Bides et châtiments : le récit des grands naufrages cinématographiques

Une œuvre de salubrité publique, puisque nous prévenant à la fois de la démesure et de la jobardise snobinardes.
BIDES ET CHATIMENTS

Le cinéma, à l’instar de tout art commercial, ne relève pas de la science exacte. Autrement, tous les livres seraient des best-sellers, les albums des disques de platine et les films cartonneraient automatiquement au box-office. Fortuitement, c’est un peu plus complexe que ça, tel qu’illustré dans ce remarquable essai consacré au septième art : Bides et châtiments, rédigé d’une plume malicieuse par Kevin Collette, spécialiste de la question, qui dresse la liste de ces accidents industriels sur grand écran.

Avant d’aller plus loin, il convient évidemment de faire le distinguo entre « navet » et « nanar ». Histoire de résumer, on dira que le « navet » est un film raté ; ce qui n’est pas grave si son budget est demeuré raisonnable, mais qui peut prendre des dimensions catastrophiques si ce dernier a explosé en cours de tournage. Quant au « nanar », il s’agit souvent d’un « navet » qui s’assume, mais qui peut être jouissif au demeurant.

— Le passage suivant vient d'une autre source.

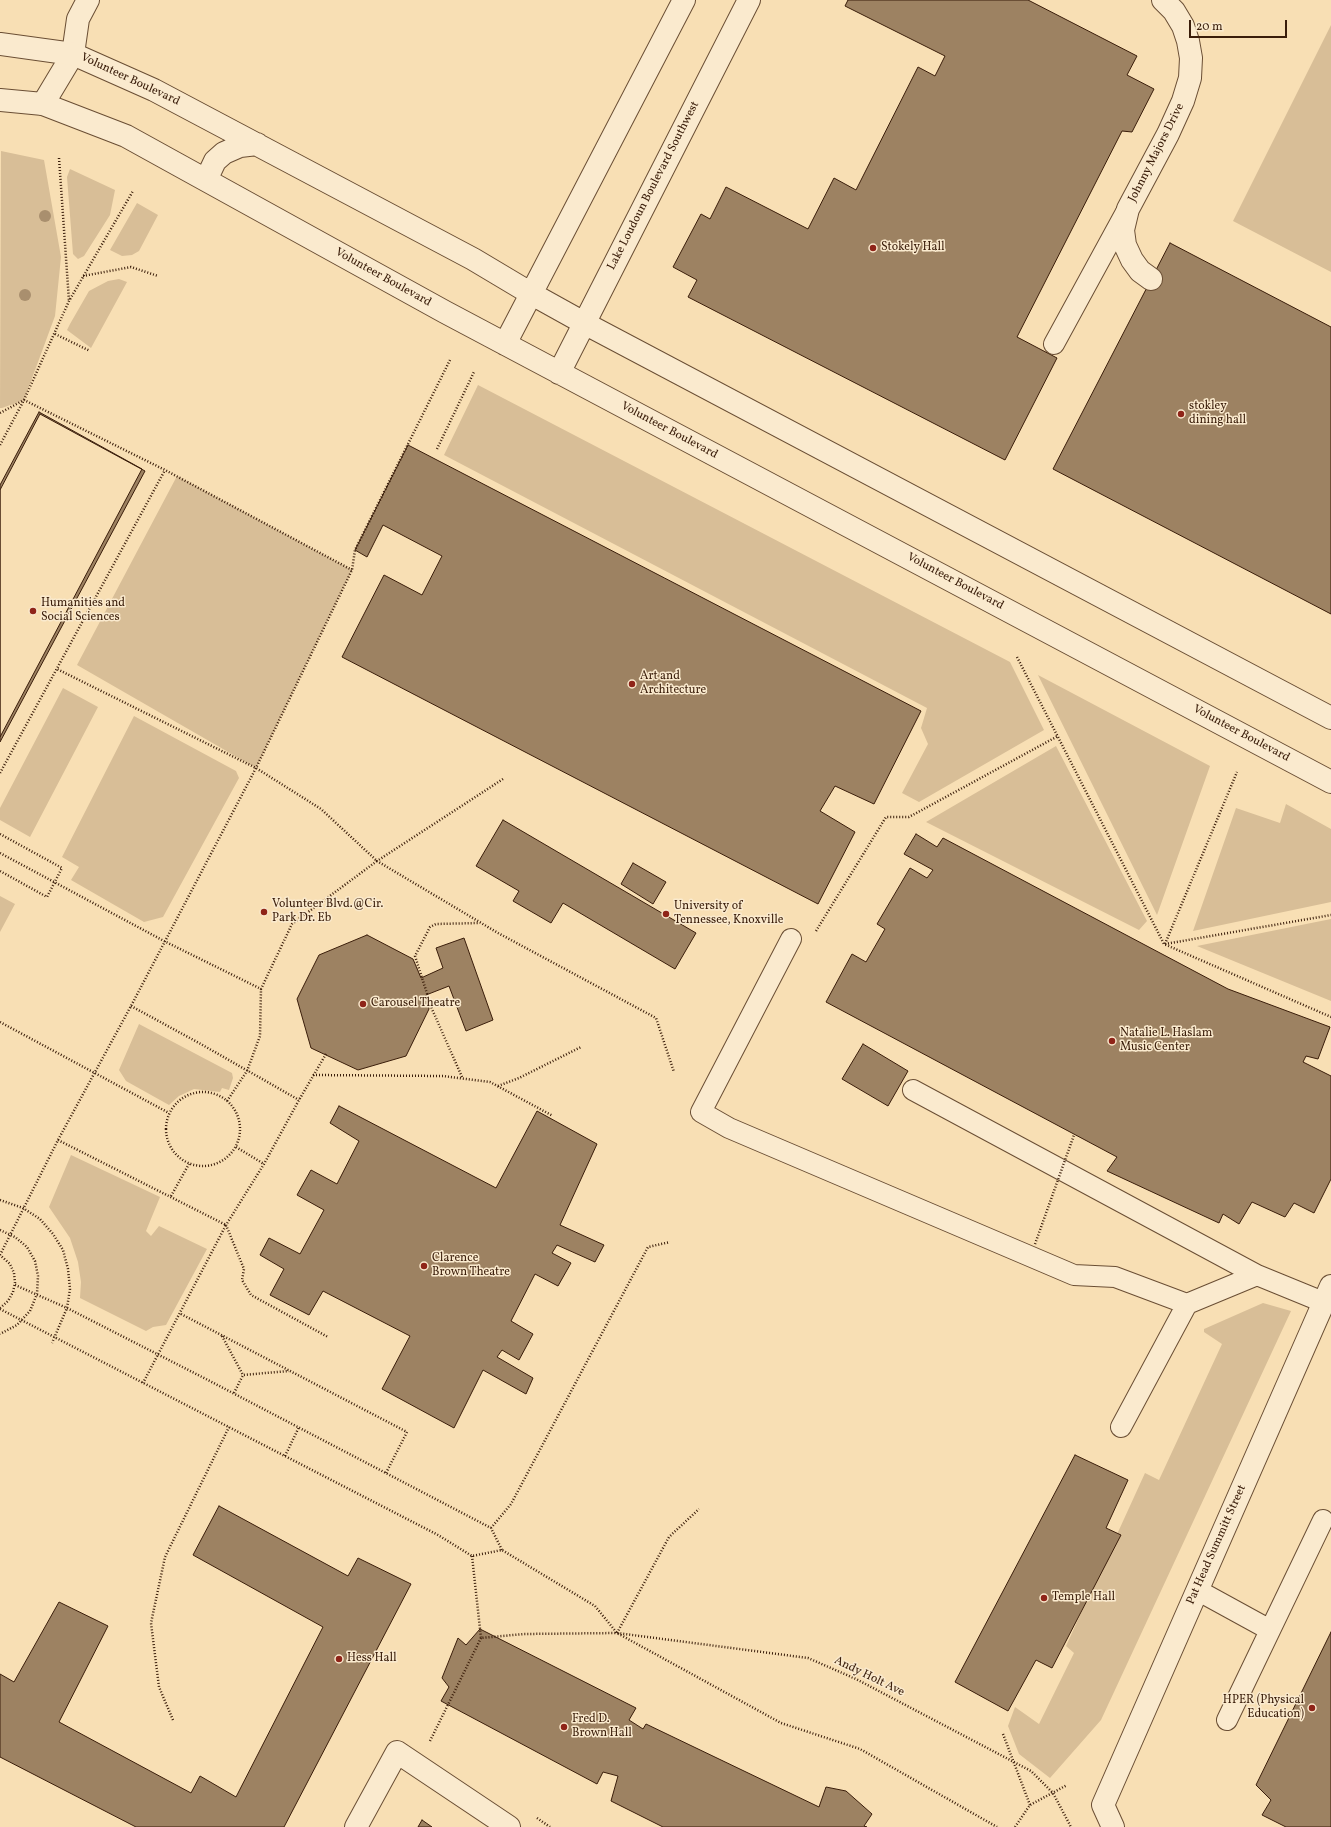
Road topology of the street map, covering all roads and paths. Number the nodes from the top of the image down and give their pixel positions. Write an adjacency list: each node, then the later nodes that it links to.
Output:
1 (88, 0): 6 (street)
2 (684, 0): 17 (street)
3 (750, 0): 19 (street, Lake Loudoun Boulevard Southwest)
4 (1163, 0): 13 (street, Johnny Majors Drive)
5 (0, 44): 6 (street, Volunteer Boulevard)
6 (73, 54): 8 (street); 9 (street, Volunteer Boulevard)
7 (0, 100): 8 (street, Volunteer Boulevard)
8 (43, 104): 11 (street, Volunteer Boulevard)
9 (257, 144): 11 (street); 17 (street, Volunteer Boulevard)
10 (59, 158): 18 (path)
11 (206, 180): 21 (street, Volunteer Boulevard)
12 (133, 191): 14 (path)
13 (1128, 209): 16 (street, Johnny Majors Drive); 22 (lane)
14 (83, 276): 15 (path); 18 (path)
15 (158, 276)
16 (1152, 279)
17 (530, 294): 19 (street, Volunteer Boulevard); 21 (street)
18 (69, 301): 20 (path)
19 (584, 322): 26 (street, Lake Loudoun Boulevard Southwest); 35 (street, Volunteer Boulevard)
20 (55, 334): 23 (path); 27 (path)
21 (505, 344): 26 (street, Volunteer Boulevard)
22 (1054, 344)
23 (90, 351)
24 (450, 360): 32 (path)
25 (474, 372): 30 (path)
26 (559, 373): 41 (street, Volunteer Boulevard)
27 (24, 400): 28 (path); 29 (path); 31 (path)
28 (0, 413)
29 (0, 445)
30 (436, 449)
31 (165, 470): 32 (path); 34 (path)
32 (352, 570): 37 (path)
33 (1017, 657): 36 (path)
34 (57, 668): 37 (path); 39 (path)
35 (1331, 718)
36 (1058, 736): 49 (path); 51 (path)
37 (256, 768): 44 (path); 50 (path)
38 (1237, 772): 51 (path)
39 (0, 773)
40 (503, 780): 44 (path)
41 (1331, 782)
42 (0, 834): 46 (path)
43 (0, 853): 46 (path)
44 (377, 862): 48 (path); 52 (path)
45 (0, 871): 46 (path)
46 (55, 882): 50 (path)
47 (1331, 915): 51 (path)
48 (480, 923): 60 (path); 62 (path)
49 (791, 940): 87 (lane)
50 (164, 941): 52 (path); 53 (path)
51 (1164, 944): 54 (path)
52 (261, 989): 58 (path)
53 (131, 1006): 58 (path); 59 (path)
54 (1331, 1017)
55 (0, 1022): 59 (path)
56 (581, 1047): 63 (path)
57 (326, 1054): 61 (path)
58 (247, 1071): 65 (path); 66 (path)
59 (94, 1072): 67 (path); 70 (path)
60 (674, 1072)
61 (312, 1075): 62 (path); 65 (path)
62 (462, 1077): 63 (path)
63 (498, 1086): 68 (path)
64 (913, 1090): 83 (lane)
65 (299, 1100): 73 (path)
66 (227, 1101): 67 (path); 71 (path)
67 (169, 1113): 72 (path)
68 (553, 1116)
69 (1074, 1135): 81 (path, bridge)
70 (58, 1140): 74 (path); 76 (path)
71 (236, 1147): 72 (path); 73 (path)
72 (189, 1164): 74 (path)
73 (264, 1164): 77 (path)
74 (171, 1196): 77 (path)
75 (0, 1200): 76 (path)
76 (23, 1208): 79 (path); 88 (path)
77 (226, 1225): 90 (path); 95 (path)
78 (0, 1230): 79 (path)
79 (10, 1234): 82 (path); 85 (path)
80 (670, 1242): 109 (path)
81 (1035, 1244)
82 (0, 1255): 84 (path)
83 (1257, 1275): 86 (lane); 87 (lane)
84 (15, 1284): 85 (path); 89 (path)
85 (37, 1294): 88 (path); 91 (path)
86 (1327, 1294): 112 (street, Pat Head Summitt Street)
87 (1187, 1304): 104 (lane)
88 (67, 1308): 94 (path); 97 (path)
89 (0, 1309): 91 (path)
90 (181, 1314): 93 (path); 97 (path)
91 (21, 1321): 92 (path); 94 (path)
92 (0, 1334)
93 (222, 1336): 98 (path); 99 (path)
94 (55, 1338): 96 (path); 100 (path)
95 (328, 1338)
96 (52, 1343)
97 (158, 1355): 100 (path); 101 (path)
98 (289, 1371): 99 (path); 106 (path)
99 (244, 1376): 101 (path)
100 (143, 1383): 102 (path)
101 (234, 1393): 103 (path)
102 (229, 1427): 105 (path); 116 (path)
103 (299, 1427): 105 (path); 106 (path)
104 (1121, 1427)
105 (285, 1456): 111 (path)
106 (386, 1472): 109 (path)
107 (699, 1508): 114 (path)
108 (1323, 1520): 113 (lane)
109 (491, 1528): 110 (path)
110 (502, 1550): 111 (path); 114 (path)
111 (472, 1556): 115 (path)
112 (1197, 1590): 113 (lane); 129 (street, Pat Head Summitt Street)
113 (1270, 1630): 117 (lane)
114 (617, 1633): 115 (path, Andy Holt Ave); 120 (path, Andy Holt Ave); 126 (path)
115 (481, 1638): 119 (path)
116 (173, 1720)
117 (1227, 1720)
118 (1003, 1734): 120 (path)
119 (430, 1742)
120 (1014, 1762): 122 (path, Andy Holt Ave); 123 (path)
121 (1067, 1785): 122 (path)
122 (1053, 1793): 123 (path); 128 (path, Andy Holt Ave)
123 (1030, 1805): 127 (path)
124 (356, 1827): 125 (street)
125 (509, 1827)
126 (997, 1827)
127 (1014, 1827)
128 (1071, 1827)
129 (1113, 1827)

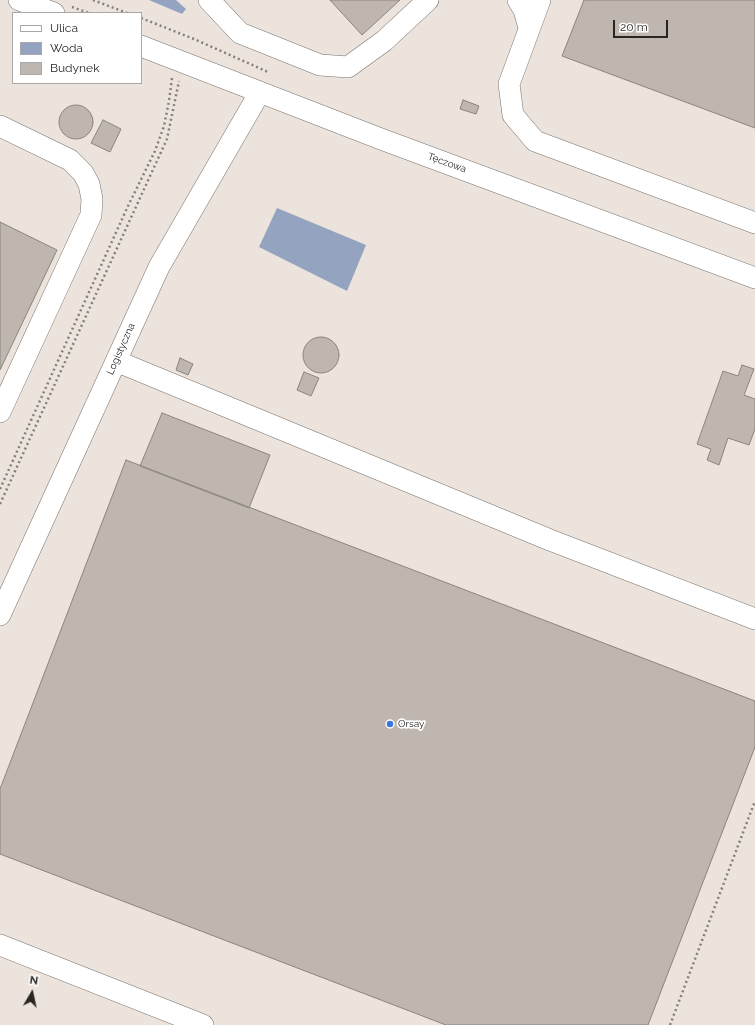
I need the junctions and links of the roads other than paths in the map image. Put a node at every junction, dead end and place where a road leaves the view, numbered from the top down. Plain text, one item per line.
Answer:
1 (19, 0) edge
2 (209, 0) edge
3 (428, 0) edge
4 (518, 0) edge
5 (540, 0) edge
6 (51, 12) edge
7 (529, 28) junction
8 (142, 46) edge
9 (260, 92) junction
10 (0, 126) edge
11 (755, 223) edge
12 (755, 278) edge
13 (116, 361) junction
14 (0, 412) edge
15 (0, 615) edge
16 (755, 618) edge
17 (0, 945) edge
18 (203, 1025) edge

1 - 6 street
2 - 3 street
4 - 7 street
5 - 7 street
7 - 11 street
8 - 9 street, Tęczowa
9 - 12 street, Tęczowa
9 - 13 street, Logistyczna
10 - 14 street
13 - 15 street, Logistyczna
13 - 16 street
17 - 18 street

Le cauchemar des producteurs…

Jadis interrogé par l’auteur de ces lignes, le défunt producteur Christian Fechner – les films des Charlots et la résurrection de Louis de Funès avec L’Aile ou la Cuisse, c’était lui – affirmait : « Le pire, pour un producteur, est de signer pour un scénario qui n’est plus le même, une fois la mise en scène commencée. On sait que ce qui est filmé est mauvais et que ça coûte une fortune. Seulement voilà, le cauchemar continue quand on n’a plus d’autre choix que de mettre la main à la poche pour tenter d’enrayer le désastre, sauf à tout arrêter et de s’asseoir sur son investissement de départ. »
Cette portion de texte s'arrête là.